Nah, tak perlu berlama-lama lagi, mari kita langsung membahas sebuah laga menarik yang mempertemukan Argentina melawan Kroasia. Laga ini seperti yang diketahui semua orang, bahwa skuad bertabur bintang dari Amerika Selatan, Argentina harus takluk dengan skor telak 0-3 dari skuad yang juga tak kalah mentereng khususnya di barisan tengahnya—Kroasia. Di laga ini pula, penulis sangat banyak memberikan pendapat pribadi khususnya kepada permainan timnas Argentina. Ya, bukan tanpa alasan selain karena mereka kalah tentunya, juga karena publik pecinta sepakbola sendiri tak percaya bahwa skuad dengan beberapa pemain depannya merupakan top skorer klub-klub papan atas Eropa harus mengakui kekalahan tanpa mencetak satu gol pun.
Tak perlu berlama-lama lagi, mari kita mulai dari penilaian sektor lini belakang yang menurut pengamatan pribadi, 4 bek dengan dikomandoi oleh Nicolas Otamendi gagal melindungi penjaga gawangnya yang kali ini dipercayakan kepada Willy Caballero yang karakter bermainnya mirip penjaga gawang klasik yang cenderung menunggu datangnya bola ke gawangnya daripada melakukan penyelamatan dengan memotong laju bola seperti yang dilakukan Neuer, Ter Stegen, atau mungkin Thibaut Courtouis. Argentina perlu penjaga gawang yang agresif dalam melakukan save area ketika kondisi para pemain bertahannya tidak begitu agresif dan mampu membaca situasi serangan lawan. Di laga ini terlihat Otamendi dkk tak mampu menjaga area pertahanan dengan militansi tinggi, guna menjauhkan bahaya datang ke gawangnya. Tempo yang dimainkan saat menguasai bola juga cenderung lambat dan terlalu hati-hati, yang pada akhirnya berbuah blunder untuk gol pertama Kroasia.
Kerapuhan lini belakang Argentina sebenarnya sudah terendus sejak laga melawan Islandia. Gol Islandia tercipta dengan kondisi kotak penalti Argentina penuh dengan pemain Argentina, namun mereka tidak mampu menahan agresivitas lawan, khususnya membaca arah bola. Mereka seperti penonton yang membayar terlalu mahal tiket masuk gedung teater hanya untuk menyaksikan adegan kucing kawin.

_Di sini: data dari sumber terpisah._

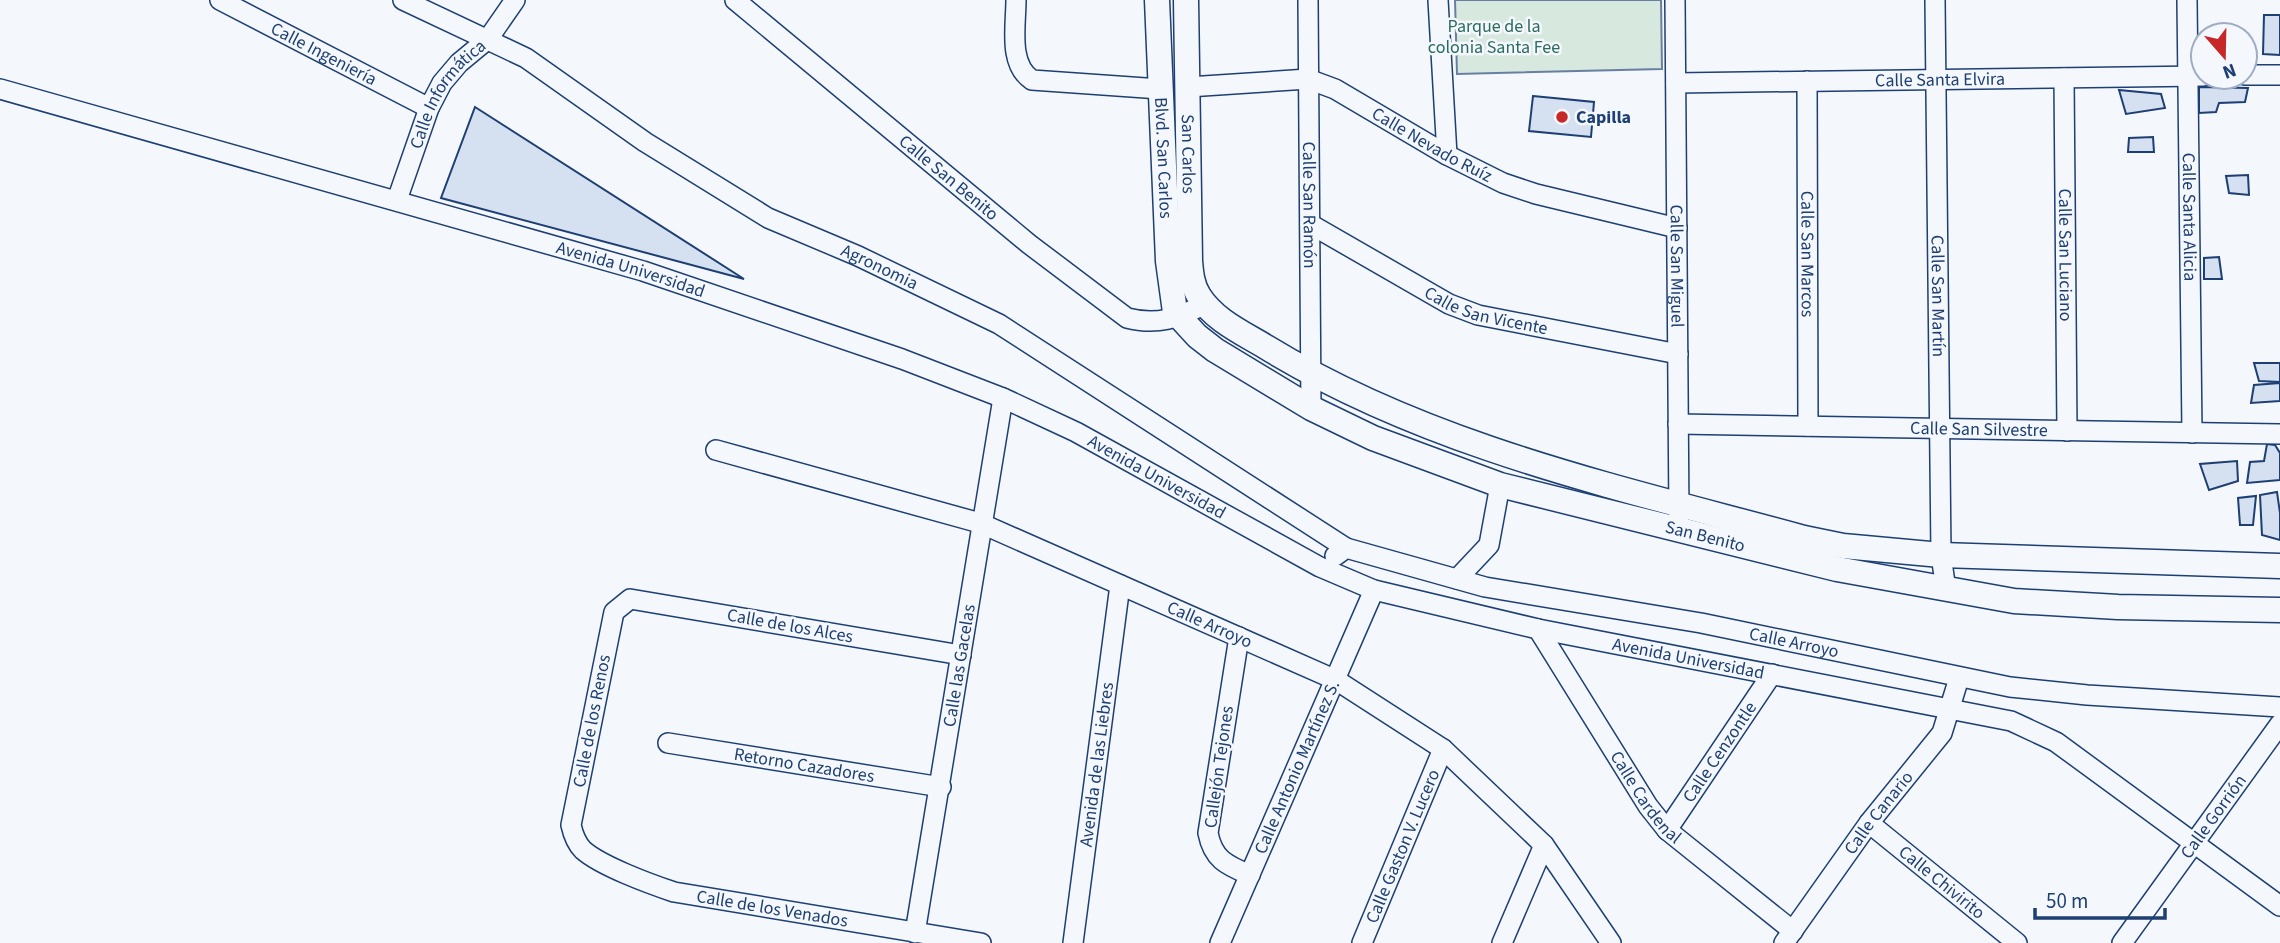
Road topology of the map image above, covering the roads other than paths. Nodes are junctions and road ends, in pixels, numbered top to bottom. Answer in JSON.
{"nodes":[{"id":1,"x":220,"y":0,"type":"edge"},
{"id":2,"x":403,"y":0,"type":"edge"},
{"id":3,"x":515,"y":0,"type":"edge"},
{"id":4,"x":735,"y":0,"type":"edge"},
{"id":5,"x":1016,"y":0,"type":"edge"},
{"id":6,"x":1157,"y":0,"type":"edge"},
{"id":7,"x":1186,"y":0,"type":"edge"},
{"id":8,"x":1308,"y":0,"type":"edge"},
{"id":9,"x":1438,"y":0,"type":"edge"},
{"id":10,"x":1675,"y":0,"type":"edge"},
{"id":11,"x":1935,"y":0,"type":"edge"},
{"id":12,"x":2187,"y":0,"type":"edge"},
{"id":13,"x":2189,"y":21,"type":"edge"},
{"id":14,"x":488,"y":39,"type":"junction"},
{"id":15,"x":2259,"y":75,"type":"edge"},
{"id":16,"x":2280,"y":75,"type":"edge"},
{"id":17,"x":2189,"y":76,"type":"edge"},
{"id":18,"x":2064,"y":78,"type":"junction"},
{"id":19,"x":1308,"y":79,"type":"junction"},
{"id":20,"x":1936,"y":79,"type":"junction"},
{"id":21,"x":1807,"y":81,"type":"junction"},
{"id":22,"x":1676,"y":83,"type":"junction"},
{"id":23,"x":1188,"y":87,"type":"junction"},
{"id":24,"x":0,"y":89,"type":"edge"},
{"id":25,"x":1160,"y":89,"type":"junction"},
{"id":26,"x":2195,"y":91,"type":"edge"},
{"id":27,"x":429,"y":108,"type":"junction"},
{"id":28,"x":1447,"y":155,"type":"junction"},
{"id":29,"x":397,"y":200,"type":"junction"},
{"id":30,"x":1310,"y":224,"type":"junction"},
{"id":31,"x":1677,"y":228,"type":"junction"},
{"id":32,"x":1205,"y":304,"type":"junction"},
{"id":33,"x":1177,"y":315,"type":"junction"},
{"id":34,"x":1678,"y":354,"type":"junction"},
{"id":35,"x":1311,"y":374,"type":"junction"},
{"id":36,"x":1003,"y":398,"type":"junction"},
{"id":37,"x":1311,"y":408,"type":"junction"},
{"id":38,"x":1678,"y":424,"type":"junction"},
{"id":39,"x":1808,"y":426,"type":"junction"},
{"id":40,"x":1940,"y":428,"type":"junction"},
{"id":41,"x":2067,"y":431,"type":"junction"},
{"id":42,"x":2192,"y":433,"type":"junction"},
{"id":43,"x":2280,"y":434,"type":"edge"},
{"id":44,"x":716,"y":450,"type":"dead end"},
{"id":45,"x":1500,"y":485,"type":"junction"},
{"id":46,"x":1679,"y":504,"type":"junction"},
{"id":47,"x":980,"y":523,"type":"junction"},
{"id":48,"x":1679,"y":531,"type":"junction"},
{"id":49,"x":1346,"y":548,"type":"junction"},
{"id":50,"x":1941,"y":555,"type":"junction"},
{"id":51,"x":2280,"y":566,"type":"edge"},
{"id":52,"x":1320,"y":567,"type":"junction"},
{"id":53,"x":1457,"y":579,"type":"junction"},
{"id":54,"x":1120,"y":585,"type":"junction"},
{"id":55,"x":1374,"y":590,"type":"junction"},
{"id":56,"x":1946,"y":590,"type":"junction"},
{"id":57,"x":620,"y":604,"type":"joint"},
{"id":58,"x":2280,"y":610,"type":"edge"},
{"id":59,"x":1538,"y":629,"type":"junction"},
{"id":60,"x":1239,"y":637,"type":"junction"},
{"id":61,"x":961,"y":656,"type":"junction"},
{"id":62,"x":1772,"y":674,"type":"junction"},
{"id":63,"x":1959,"y":678,"type":"junction"},
{"id":64,"x":1336,"y":680,"type":"junction"},
{"id":65,"x":2280,"y":707,"type":"edge"},
{"id":66,"x":1952,"y":709,"type":"junction"},
{"id":67,"x":2280,"y":724,"type":"edge"},
{"id":68,"x":668,"y":743,"type":"dead end"},
{"id":69,"x":1443,"y":749,"type":"junction"},
{"id":70,"x":941,"y":787,"type":"junction"},
{"id":71,"x":1869,"y":823,"type":"junction"},
{"id":72,"x":1667,"y":830,"type":"junction"},
{"id":73,"x":575,"y":839,"type":"joint"},
{"id":74,"x":2194,"y":843,"type":"junction"},
{"id":75,"x":1544,"y":845,"type":"junction"},
{"id":76,"x":1250,"y":875,"type":"junction"},
{"id":77,"x":2280,"y":906,"type":"edge"},
{"id":78,"x":915,"y":933,"type":"junction"},
{"id":79,"x":1789,"y":937,"type":"edge"},
{"id":80,"x":981,"y":943,"type":"edge"},
{"id":81,"x":1073,"y":943,"type":"edge"},
{"id":82,"x":1220,"y":943,"type":"edge"},
{"id":83,"x":1362,"y":943,"type":"edge"},
{"id":84,"x":1502,"y":943,"type":"edge"},
{"id":85,"x":1611,"y":943,"type":"edge"},
{"id":86,"x":2017,"y":943,"type":"edge"},
{"id":87,"x":2122,"y":943,"type":"edge"}],
"edges":[{"from":1,"to":27,"type":"street","name":"Calle Ingeniería"},
{"from":2,"to":14,"type":"street","name":"Agronomia"},
{"from":3,"to":14,"type":"street","name":"Calle Informática"},
{"from":4,"to":33,"type":"street","name":"Calle San Benito"},
{"from":5,"to":25,"type":"street"},
{"from":6,"to":25,"type":"main road","name":"Blvd. San Carlos"},
{"from":7,"to":23,"type":"main road","name":"San Carlos"},
{"from":8,"to":19,"type":"street","name":"Calle San Ramón"},
{"from":9,"to":28,"type":"street"},
{"from":10,"to":22,"type":"street","name":"Calle San Miguel"},
{"from":11,"to":20,"type":"street","name":"Calle San Martín"},
{"from":12,"to":13,"type":"street","name":"Calle Santa Alicia"},
{"from":14,"to":27,"type":"street","name":"Calle Informática"},
{"from":14,"to":49,"type":"street","name":"Agronomia"},
{"from":15,"to":16,"type":"street"},
{"from":17,"to":18,"type":"street","name":"Calle Santa Elvira"},
{"from":18,"to":20,"type":"street","name":"Calle Santa Elvira"},
{"from":18,"to":41,"type":"street","name":"Calle San Luciano"},
{"from":19,"to":23,"type":"street","name":"Calle Nevado Ruíz"},
{"from":19,"to":28,"type":"street","name":"Calle Nevado Ruíz"},
{"from":19,"to":30,"type":"street","name":"Calle San Ramón"},
{"from":20,"to":21,"type":"street","name":"Calle Santa Elvira"},
{"from":20,"to":40,"type":"street","name":"Calle San Martín"},
{"from":21,"to":22,"type":"street","name":"Calle Santa Elvira"},
{"from":21,"to":39,"type":"street","name":"Calle San Marcos"},
{"from":22,"to":31,"type":"street","name":"Calle San Miguel"},
{"from":23,"to":32,"type":"main road","name":"San Carlos"},
{"from":24,"to":29,"type":"street","name":"Avenida Universidad"},
{"from":25,"to":33,"type":"main road","name":"Blvd. San Carlos"},
{"from":26,"to":42,"type":"street","name":"Calle Santa Alicia"},
{"from":27,"to":29,"type":"street","name":"Calle Informática"},
{"from":28,"to":31,"type":"street","name":"Calle Nevado Ruíz"},
{"from":29,"to":36,"type":"street","name":"Avenida Universidad"},
{"from":30,"to":34,"type":"street","name":"Calle San Vicente"},
{"from":30,"to":35,"type":"street","name":"Calle San Ramón"},
{"from":31,"to":34,"type":"street","name":"Calle San Miguel"},
{"from":32,"to":33,"type":"street"},
{"from":32,"to":35,"type":"main road","name":"San Benito"},
{"from":33,"to":37,"type":"main road","name":"San Benito"},
{"from":34,"to":38,"type":"street","name":"Calle San Miguel"},
{"from":35,"to":37,"type":"street","name":"Calle San Ramón"},
{"from":35,"to":46,"type":"main road","name":"San Benito"},
{"from":36,"to":47,"type":"street","name":"Calle las Gacelas"},
{"from":36,"to":52,"type":"street","name":"Avenida Universidad"},
{"from":37,"to":45,"type":"main road","name":"San Benito"},
{"from":38,"to":39,"type":"street","name":"Calle San Silvestre"},
{"from":38,"to":46,"type":"street","name":"Calle San Miguel"},
{"from":39,"to":40,"type":"street","name":"Calle San Silvestre"},
{"from":40,"to":41,"type":"street","name":"Calle San Silvestre"},
{"from":40,"to":50,"type":"street","name":"Calle San Martín"},
{"from":41,"to":42,"type":"street","name":"Calle San Silvestre"},
{"from":42,"to":43,"type":"street","name":"Calle San Silvestre"},
{"from":44,"to":47,"type":"street","name":"Calle Arroyo"},
{"from":45,"to":48,"type":"main road","name":"San Benito"},
{"from":45,"to":53,"type":"street"},
{"from":46,"to":48,"type":"street","name":"Calle San Miguel"},
{"from":46,"to":50,"type":"main road","name":"San Benito"},
{"from":47,"to":54,"type":"street","name":"Calle Arroyo"},
{"from":47,"to":61,"type":"street","name":"Calle las Gacelas"},
{"from":48,"to":56,"type":"main road","name":"San Benito"},
{"from":49,"to":52,"type":"street"},
{"from":49,"to":53,"type":"street","name":"Calle Arroyo"},
{"from":50,"to":51,"type":"main road","name":"San Benito"},
{"from":50,"to":56,"type":"street","name":"Calle San Martín"},
{"from":52,"to":55,"type":"street","name":"Avenida Universidad"},
{"from":53,"to":63,"type":"street","name":"Calle Arroyo"},
{"from":54,"to":60,"type":"street","name":"Calle Arroyo"},
{"from":54,"to":81,"type":"street","name":"Avenida de las Liebres"},
{"from":55,"to":59,"type":"street","name":"Avenida Universidad"},
{"from":55,"to":64,"type":"street","name":"Calle Antonio Martínez S."},
{"from":56,"to":58,"type":"main road","name":"San Benito"},
{"from":57,"to":61,"type":"street","name":"Calle de los Alces"},
{"from":57,"to":73,"type":"street","name":"Calle de los Renos"},
{"from":59,"to":62,"type":"street","name":"Avenida Universidad"},
{"from":59,"to":72,"type":"street","name":"Calle Cardenal"},
{"from":60,"to":64,"type":"street","name":"Calle Arroyo"},
{"from":60,"to":76,"type":"street","name":"Callejón Tejones"},
{"from":61,"to":70,"type":"street","name":"Calle las Gacelas"},
{"from":62,"to":66,"type":"street","name":"Avenida Universidad"},
{"from":62,"to":72,"type":"street","name":"Calle Cenzontle"},
{"from":63,"to":65,"type":"street","name":"Calle Arroyo"},
{"from":63,"to":66,"type":"street","name":"Calle Canario"},
{"from":64,"to":69,"type":"street","name":"Calle Arroyo"},
{"from":64,"to":76,"type":"street","name":"Calle Antonio Martínez S."},
{"from":66,"to":71,"type":"street","name":"Calle Canario"},
{"from":66,"to":74,"type":"street","name":"Avenida Universidad"},
{"from":67,"to":74,"type":"street","name":"Calle Gorrión"},
{"from":68,"to":70,"type":"street","name":"Retorno Cazadores"},
{"from":69,"to":75,"type":"street","name":"Calle Arroyo"},
{"from":69,"to":83,"type":"street","name":"Calle Gaston V. Lucero"},
{"from":70,"to":78,"type":"street","name":"Calle las Gacelas"},
{"from":71,"to":79,"type":"street","name":"Calle Canario"},
{"from":71,"to":86,"type":"street","name":"Calle Chivirito"},
{"from":72,"to":79,"type":"street","name":"Calle Cardenal"},
{"from":73,"to":78,"type":"street","name":"Calle de los Venados"},
{"from":74,"to":77,"type":"street","name":"Avenida Universidad"},
{"from":74,"to":87,"type":"street","name":"Calle Gorrión"},
{"from":75,"to":84,"type":"street"},
{"from":75,"to":85,"type":"street","name":"Calle Arroyo"},
{"from":76,"to":82,"type":"street","name":"Calle Antonio Martínez S."},
{"from":78,"to":80,"type":"street","name":"Calle de los Venados"}]}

Artinya, mereka seperti blank saat menghadapi serangan cepat dan kemudian tidak berusaha segera bereaksi saat bola tendangan pertama dapat dihalau oleh penjaga gawang. Inilah yang kemudian menjadi rumit ketika menghadapi tim yang lebih matang kualitasnya seperti Kroasia. Mereka semakin down ketika gol jarak jauh Luka Modric menjauhkan asa Messi dkk untuk mengejar ketertinggalan.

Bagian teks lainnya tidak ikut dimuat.